Glatiramer acetate triggers PI3Kδ/Akt and MEK/ERK pathways to induce IL-1 receptor antagonist in human monocytes.

Glatiramer acetate (GA), an immunomodulator used in multiple sclerosis (MS) therapy, induces the production of secreted IL-1 receptor antagonist (sIL-1Ra), a natural inhibitor of IL-1β, in human monocytes, and in turn enhances sIL-1Ra circulating levels in MS patients. GA is a mixture of peptides with random Glu, Lys, Ala, and Tyr sequences of high polarity and hydrophilic nature that is unlikely to cross the blood-brain barrier. In contrast, sIL-1Ra crosses the blood-brain barrier and, in turn, may mediate GA anti-inflammatory activities within the CNS by counteracting IL-1β activities.
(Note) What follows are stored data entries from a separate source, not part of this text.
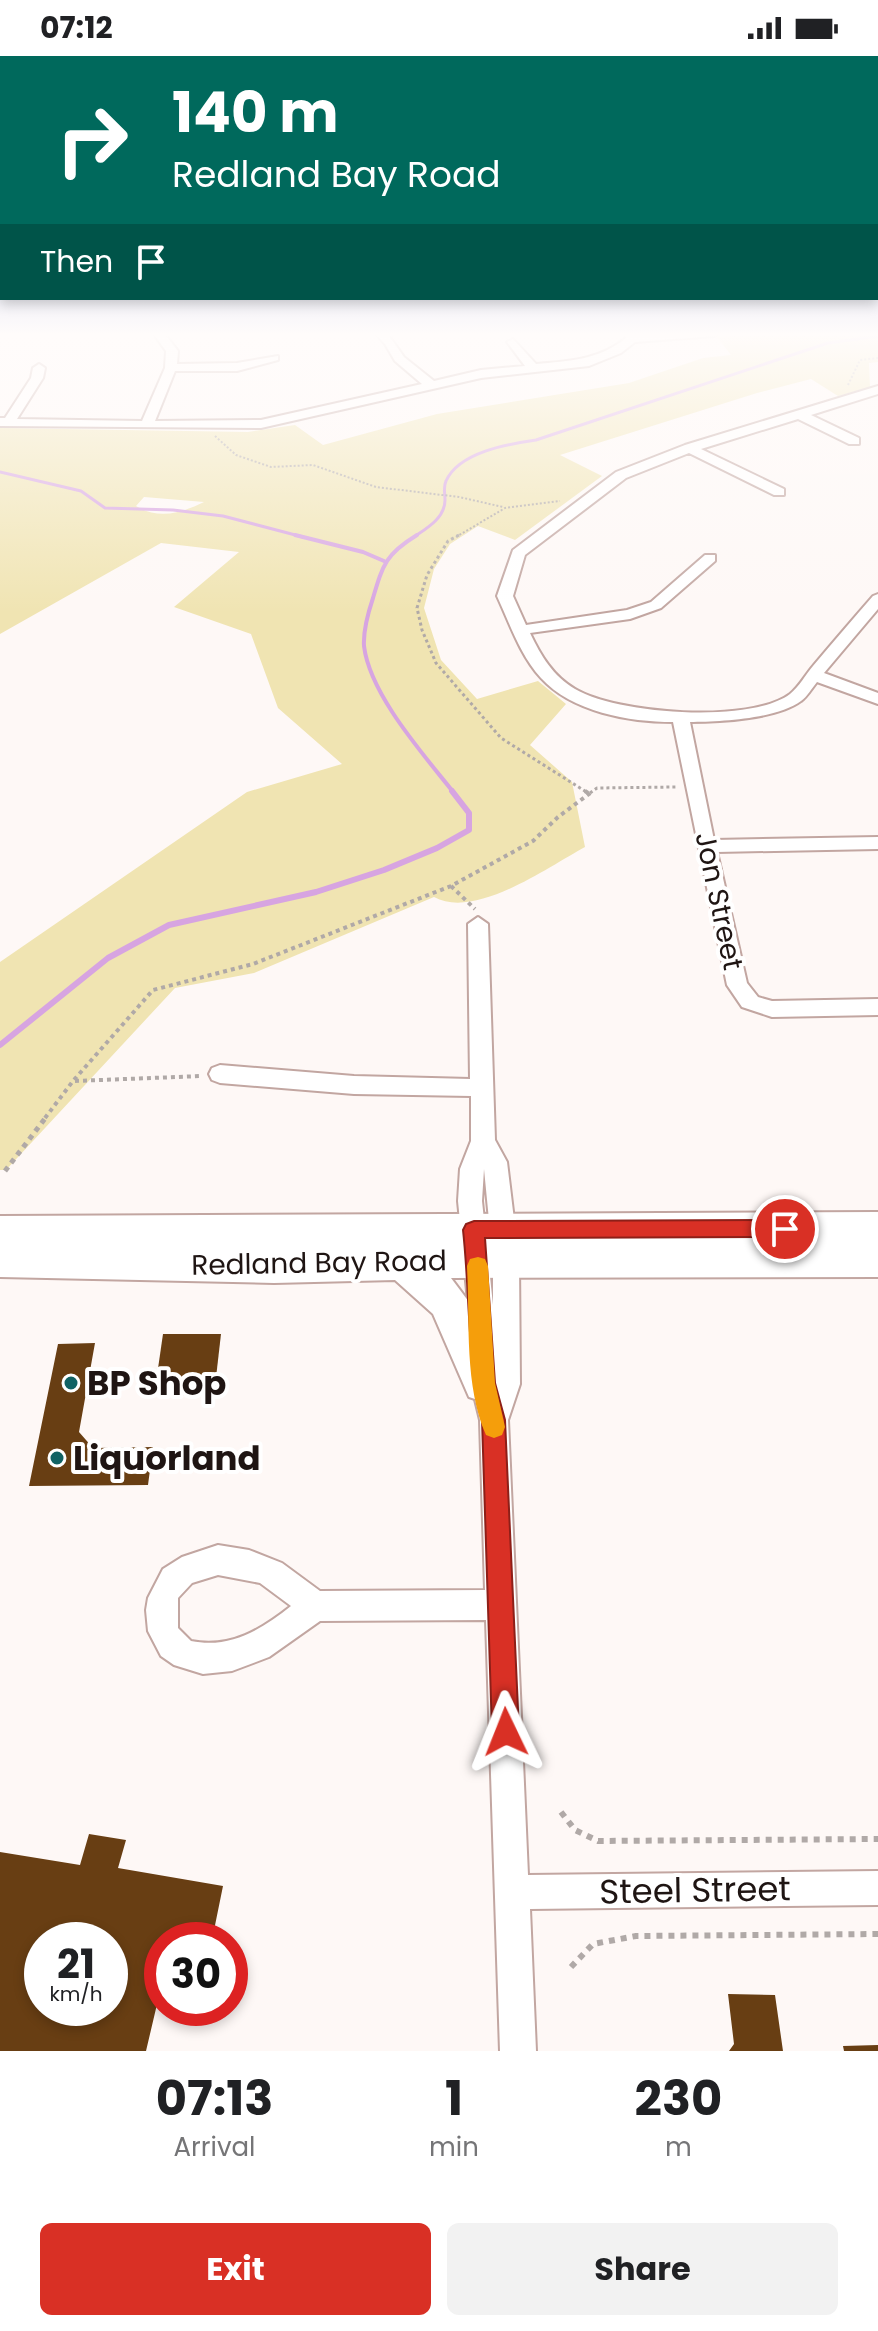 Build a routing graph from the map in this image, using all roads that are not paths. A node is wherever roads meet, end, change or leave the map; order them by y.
1 (760, 426) edge
2 (824, 426) edge
3 (854, 441) dead end
4 (690, 448) junction
5 (779, 492) dead end
6 (710, 558) dead end
7 (878, 599) edge
8 (521, 630) junction
9 (816, 676) junction
10 (878, 699) edge
11 (681, 717) junction
12 (878, 843) edge
13 (709, 846) junction
14 (478, 924) road end
15 (878, 1007) edge
16 (220, 1074) road end
17 (480, 1088) junction
18 (878, 1228) edge
19 (0, 1232) edge
20 (490, 1245) junction
21 (0, 1260) edge
22 (878, 1260) edge
23 (402, 1263) junction
24 (489, 1401) junction
25 (501, 1605) junction
26 (315, 1606) junction
27 (878, 1888) edge
28 (511, 1892) junction
29 (518, 2051) edge

1 - 4 street
2 - 3 street
4 - 5 street
4 - 8 street
6 - 8 street
7 - 9 street
8 - 11 street
9 - 10 street
9 - 11 street
11 - 13 street, Jon Street
12 - 13 street
13 - 15 street, Jon Street
14 - 17 street
16 - 17 street
17 - 20 street
18 - 20 main road, Redland Bay Road
19 - 20 main road, Redland Bay Road
20 - 22 main road, Redland Bay Road
20 - 23 main road, Redland Bay Road
20 - 24 street
20 - 24 street
21 - 23 main road, Redland Bay Road
23 - 24 main road
24 - 25 street
25 - 26 street
25 - 28 street
26 - 26 street
27 - 28 street, Steel Street
28 - 29 street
Here we identify intracellular signaling pathways induced by GA that control sIL-1Ra expression in human monocytes. By using kinase knockdown and specific inhibitors, we demonstrate that GA induces sIL-1Ra production via the activation of PI3Kδ, Akt, MEK1/2, and ERK1/2, demonstrating that both PI3Kδ/Akt and MEK/ERK pathways rule sIL-1Ra expression in human monocytes. The pathways act in parallel upstream glycogen synthase kinase-3α/β (GSK3α/β), the knockdown of which enhances sIL-1Ra production. Together, our findings demonstrate the existence of signal transduction triggered by GA, further highlighting the mechanisms of action of this drug in MS.